There are many different situations in life that we all encounter on a regular basis, that can lead to injury, and that can consequently have a negative impact on your quality of life going forward. It’s important to be mindful of these risk factors, and to do what you can to minimise them, if you don’t want to have a chronic injury hanging over your head for the foreseeable future.

Here are a few everyday lifestyle tips and suggestions you can implement, in order to avoid injury, or at least reduce your risk of becoming injured.

Focus on less frequent, high-intensity, carefully structured workouts


A lot of people are into long-distance running, partly because they believe that participating in marathons, and spending as much time as possible “hitting the road” will make them healthier, happier, and overall better versions of themselves.

There is, however, a pretty compelling case to be made that long-distance running is one of the worst things you can do for your body, for various reasons. For one thing, distance running is hell on your joints, and the proportion of runners who suffer from knee and ankle injuries, among other things, is sky high compared to other forms of exercise.

For another thing, long-distance running emphasises one element of cardiovascular metabolism, while neglecting others. Distance running also skyrockets your stress hormone production, and leads to muscle wasting.

The doctor, Doug McGuff, has written a book entitled “Body by Science,” where he argues that performing a once-weekly, high-intensity, slow-paced weightlifting routine, actually yields superior cardiovascular, metabolic, and health benefits to most forms of exercise, without the corresponding injury risk.

At the very least, it’s worth looking into what he has to say, and considering switching up your exercise routine if you regularly do drawn out, explosive training sessions.

Limit your exposure to loud noises, and get a pair of earplugs for concerts


An enormous number of people live with tinnitus, because they’ve damaged their hearing through exposure to loud noises, without realising how easy it was to do.
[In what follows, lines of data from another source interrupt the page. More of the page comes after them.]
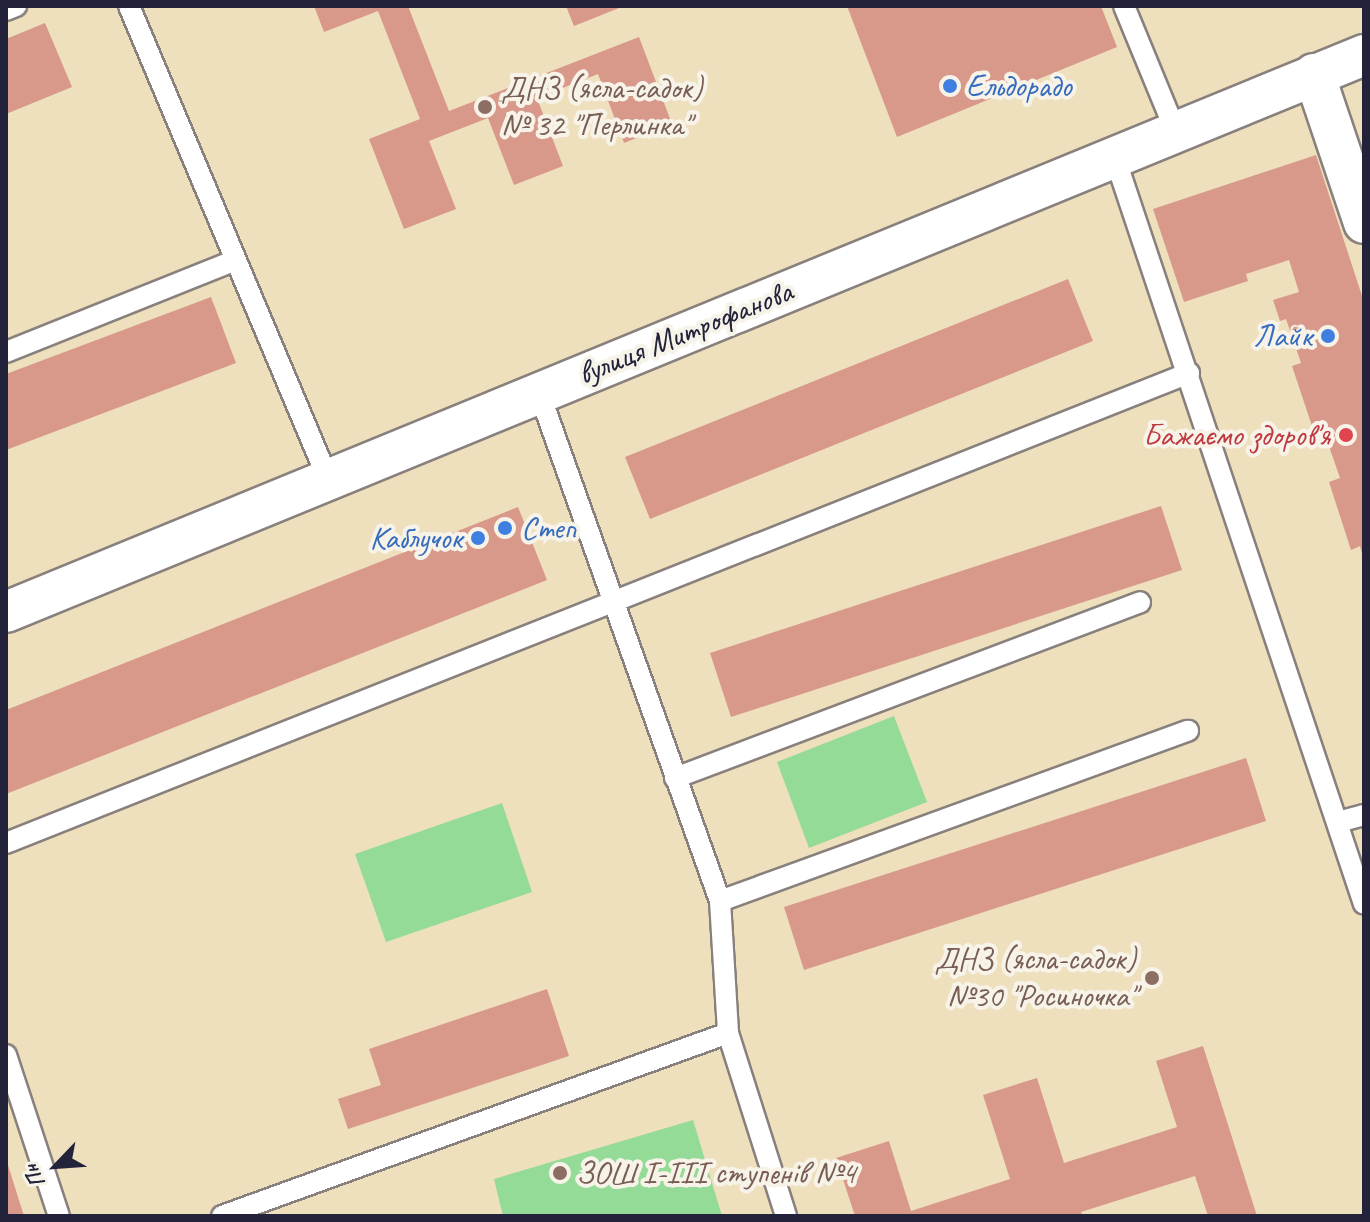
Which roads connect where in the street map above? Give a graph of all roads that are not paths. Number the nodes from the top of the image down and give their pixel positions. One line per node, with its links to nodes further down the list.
1 (16, 6): 4 (lane)
2 (129, 6): 10 (lane)
3 (1124, 6): 7 (lane)
4 (6, 10)
5 (1364, 55): 6 (street, вулиця Митрофанова)
6 (1314, 74): 7 (street, вулиця Митрофанова); 9 (street)
7 (1176, 132): 8 (street, вулиця Митрофанова)
8 (1115, 158): 12 (lane); 13 (street, вулиця Митрофанова)
9 (1364, 223)
10 (234, 261): 11 (lane); 14 (lane)
11 (6, 352)
12 (1189, 373): 15 (lane); 21 (lane)
13 (539, 392): 14 (street, вулиця Митрофанова); 15 (lane)
14 (328, 479): 17 (street, вулиця Митрофанова)
15 (610, 600): 19 (lane); 22 (lane)
16 (1140, 602): 19 (lane)
17 (6, 612)
18 (1188, 731): 24 (lane)
19 (675, 778): 24 (lane)
20 (1364, 815): 21 (lane)
21 (1338, 822): 23 (lane)
22 (6, 843)
23 (1358, 865): 25 (lane)
24 (720, 901): 26 (lane)
25 (1364, 904)
26 (728, 1033): 29 (lane); 30 (lane)
27 (6, 1055): 28 (lane)
28 (59, 1216)
29 (222, 1216)
30 (786, 1216)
In fact, causes of tinnitus range from simply being near a speeding train, to attending a couple of concerts without ear protection. Even short-term exposure to loud noises can lead to permanent hearing damage and a perpetual low-level ringing in your ears.
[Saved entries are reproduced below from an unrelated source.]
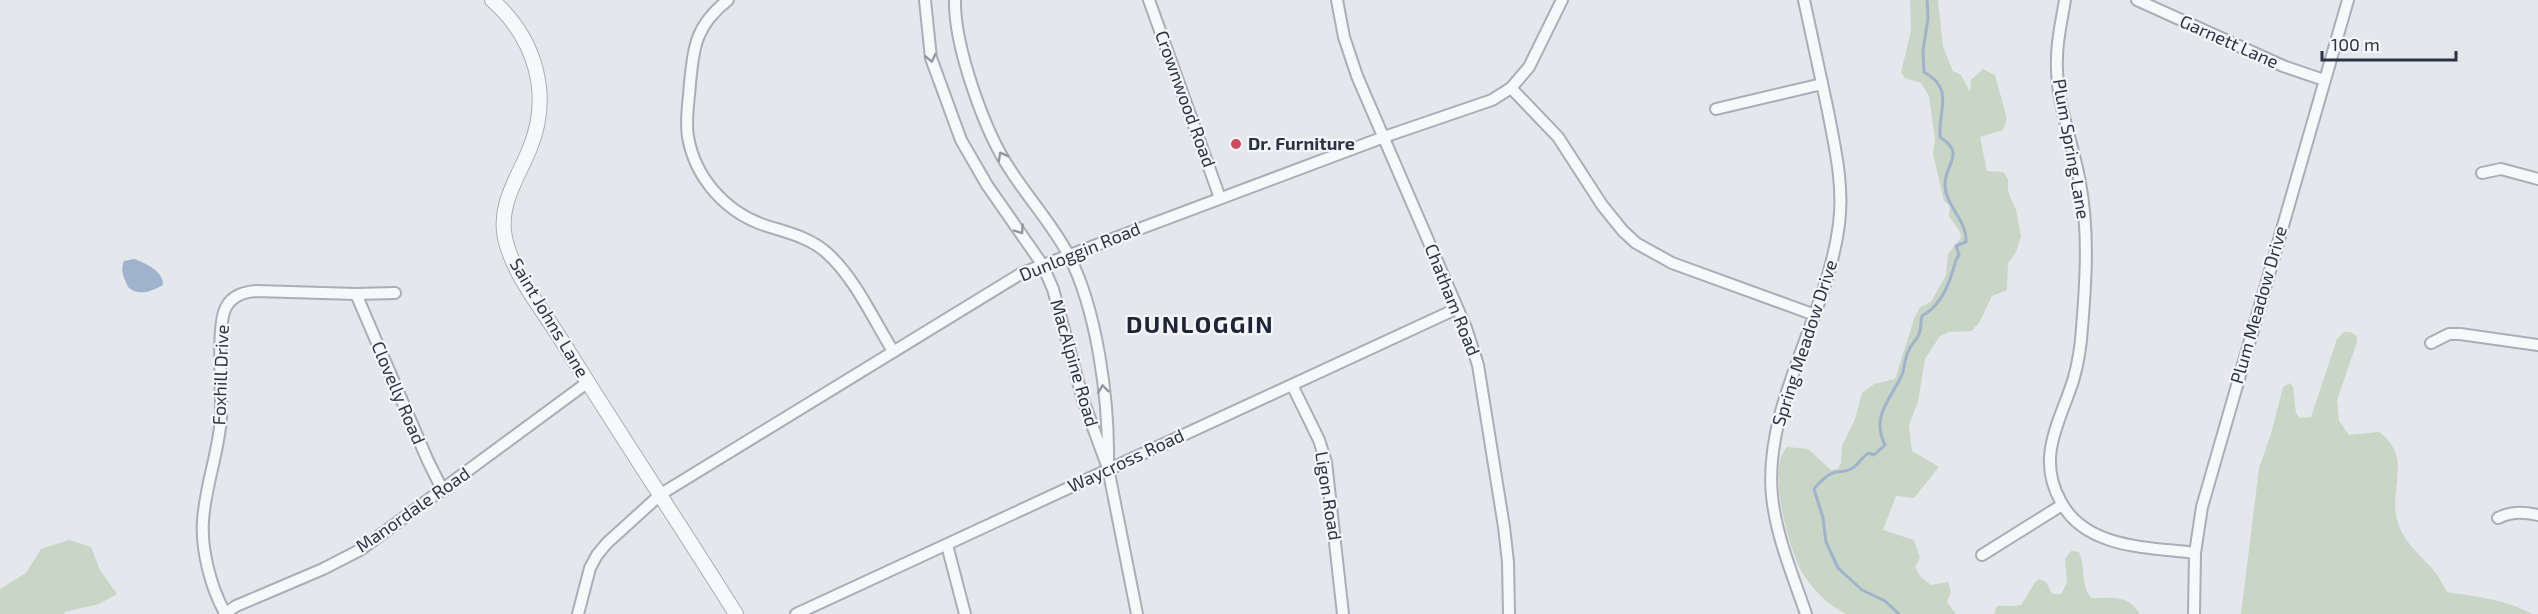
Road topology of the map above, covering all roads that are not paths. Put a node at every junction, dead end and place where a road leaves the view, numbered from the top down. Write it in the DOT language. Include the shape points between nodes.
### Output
graph roads {
  1 [pos="492,0"];
  2 [pos="728,0"];
  3 [pos="925,0"];
  4 [pos="954,0"];
  5 [pos="1149,0"];
  6 [pos="1338,0"];
  7 [pos="1562,0"];
  8 [pos="1804,0"];
  9 [pos="2065,0"];
  10 [pos="2137,0"];
  11 [pos="2348,0"];
  12 [pos="2324,80"];
  13 [pos="1822,84"];
  14 [pos="1511,88"];
  15 [pos="1716,109"];
  16 [pos="1384,137"];
  17 [pos="2482,173"];
  18 [pos="2538,179"];
  19 [pos="1220,198"];
  20 [pos="1068,254"];
  21 [pos="1042,264"];
  22 [pos="395,293"];
  23 [pos="356,294"];
  24 [pos="1456,309"];
  25 [pos="1815,315"];
  26 [pos="2431,343"];
  27 [pos="2538,345"];
  28 [pos="892,351"];
  29 [pos="588,382"];
  30 [pos="1292,385"];
  31 [pos="1108,468"];
  32 [pos="443,490"];
  33 [pos="661,494"];
  34 [pos="2062,505"];
  35 [pos="2538,514"];
  36 [pos="2498,518"];
  37 [pos="947,545"];
  38 [pos="2195,553"];
  39 [pos="1982,555"];
  40 [pos="224,614"];
  41 [pos="578,614"];
  42 [pos="736,614"];
  43 [pos="796,614"];
  44 [pos="965,614"];
  45 [pos="1137,614"];
  46 [pos="1343,614"];
  47 [pos="1509,614"];
  48 [pos="1806,614"];
  49 [pos="2194,614"];
  1 -- 29 [label="street, Saint Johns Lane" via="521,31 537,70 540,89 537,126 507,197 506,239 522,276"];
  2 -- 28 [label="street" via="705,22 695,46 687,120 693,156 715,193 729,207 816,244 828,254 853,286"];
  3 -- 21 [label="street, MacAlpine Road, one-way" via="931,58 961,140"];
  20 -- 4 [label="street, MacAlpine Road, one-way" via="999,150 970,76"];
  5 -- 19 [label="street, Crownwood Road"];
  6 -- 16 [label="street, Chatham Road" via="1349,57"];
  7 -- 14 [label="street, Dunloggin Road" via="1529,67"];
  8 -- 13 [label="street, Spring Meadow Drive"];
  9 -- 34 [label="street, Plum Spring Lane" via="2057,75 2080,183 2085,249 2079,353 2050,449 2052,481"];
  10 -- 12 [label="street, Garnett Lane" via="2283,66"];
  11 -- 12 [label="street, Plum Meadow Drive"];
  12 -- 38 [label="street, Plum Meadow Drive" via="2208,481"];
  13 -- 15 [label="street"];
  13 -- 25 [label="street, Spring Meadow Drive" via="1836,150 1841,199 1833,258"];
  14 -- 16 [label="street, Dunloggin Road" via="1481,105"];
  14 -- 25 [label="street" via="1558,136 1602,205 1636,243 1672,263"];
  16 -- 19 [label="street, Dunloggin Road"];
  16 -- 24 [label="street, Chatham Road"];
  17 -- 18 [label="street" via="2501,170"];
  19 -- 20 [label="street, Dunloggin Road"];
  20 -- 21 [label="street, Dunloggin Road"];
  31 -- 20 [label="street, MacAlpine Road, one-way" via="1099,355"];
  21 -- 28 [label="street, Dunloggin Road"];
  21 -- 31 [label="street, MacAlpine Road"];
  22 -- 23 [label="street, Foxhill Drive"];
  23 -- 32 [label="street, Clovelly Road"];
  23 -- 40 [label="street, Foxhill Drive" via="245,292 229,302 224,312 221,421 203,520 211,579"];
  24 -- 30 [label="street, Waycross Road"];
  24 -- 47 [label="street, Chatham Road" via="1472,345 1482,384 1504,527"];
  25 -- 48 [label="street, Spring Meadow Drive" via="1779,421 1772,472 1775,517"];
  26 -- 27 [label="street" via="2449,334 2460,334"];
  28 -- 33 [label="street, Dunloggin Road"];
  29 -- 32 [label="street, Manordale Road"];
  29 -- 33 [label="street, Saint Johns Lane"];
  30 -- 31 [label="street, Waycross Road"];
  30 -- 46 [label="street, Ligon Road" via="1326,462"];
  31 -- 37 [label="street, Waycross Road"];
  31 -- 45 [label="street, MacAlpine Road"];
  32 -- 40 [label="street, Manordale Road" via="360,550"];
  33 -- 41 [label="street, Dunloggin Road" via="597,555"];
  33 -- 42 [label="street, Saint Johns Lane"];
  34 -- 38 [label="street, Plum Spring Lane" via="2083,526 2103,538"];
  34 -- 39 [label="street"];
  35 -- 36 [label="street" via="2506,513"];
  37 -- 43 [label="street, Waycross Road"];
  37 -- 44 [label="street"];
  38 -- 49 [label="street, Plum Meadow Drive"];
}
To reduce the risk of injury to your hearing, take some steps to limit your exposure to loud noises. If you work in a noisy environment, or are going to attend a concert, look into getting a pair of professional noise cancelling earplugs.

If you’re just hanging out at home, make sure that the headphones you use at your computer never have the volume turned up too high.

If in doubt, err on the side of caution. And don’t feel embarrassed about wearing earplugs to a concert, either. Many experienced musicians are now doing it, and publicly stating that they wish they’d started a long time ago.

Get more sleep


Sleep is absolutely critical for overall good health. Research has shown that people who don’t sleep enough have massively compromised immune function, and are at an increased likelihood of suffering from every conceivable disease, ranging from cancer, to cardiovascular issues.

But getting more sleep isn’t just a matter of improving your overall health. It can also be a key to reducing your risk of overall injury in life.

Consider what makes people accident-prone. A large part of the equation is always going to be clumsiness, motivated by inattention, which is in turn due to sleep deprivation.

Research has shown that sleep-deprived subjects drive cars more dangerously than well-rested subjects who are drunk. Clearly, getting more sleep can help to stop you crashing into things.

Improve your time-management skills, and pace yourself


Many accidents, in the home and elsewhere, happen because people allow themselves to end up being strapped for time, and then race against the clock recklessly to try and make their appointments.

Speeding – on foot, or in a car – makes you more careless, sloppy, and accident-prone.

Work on improving your time-management skills, and pace yourself. Do things systematically, rather than frantically, and your accident risk goes down significantly.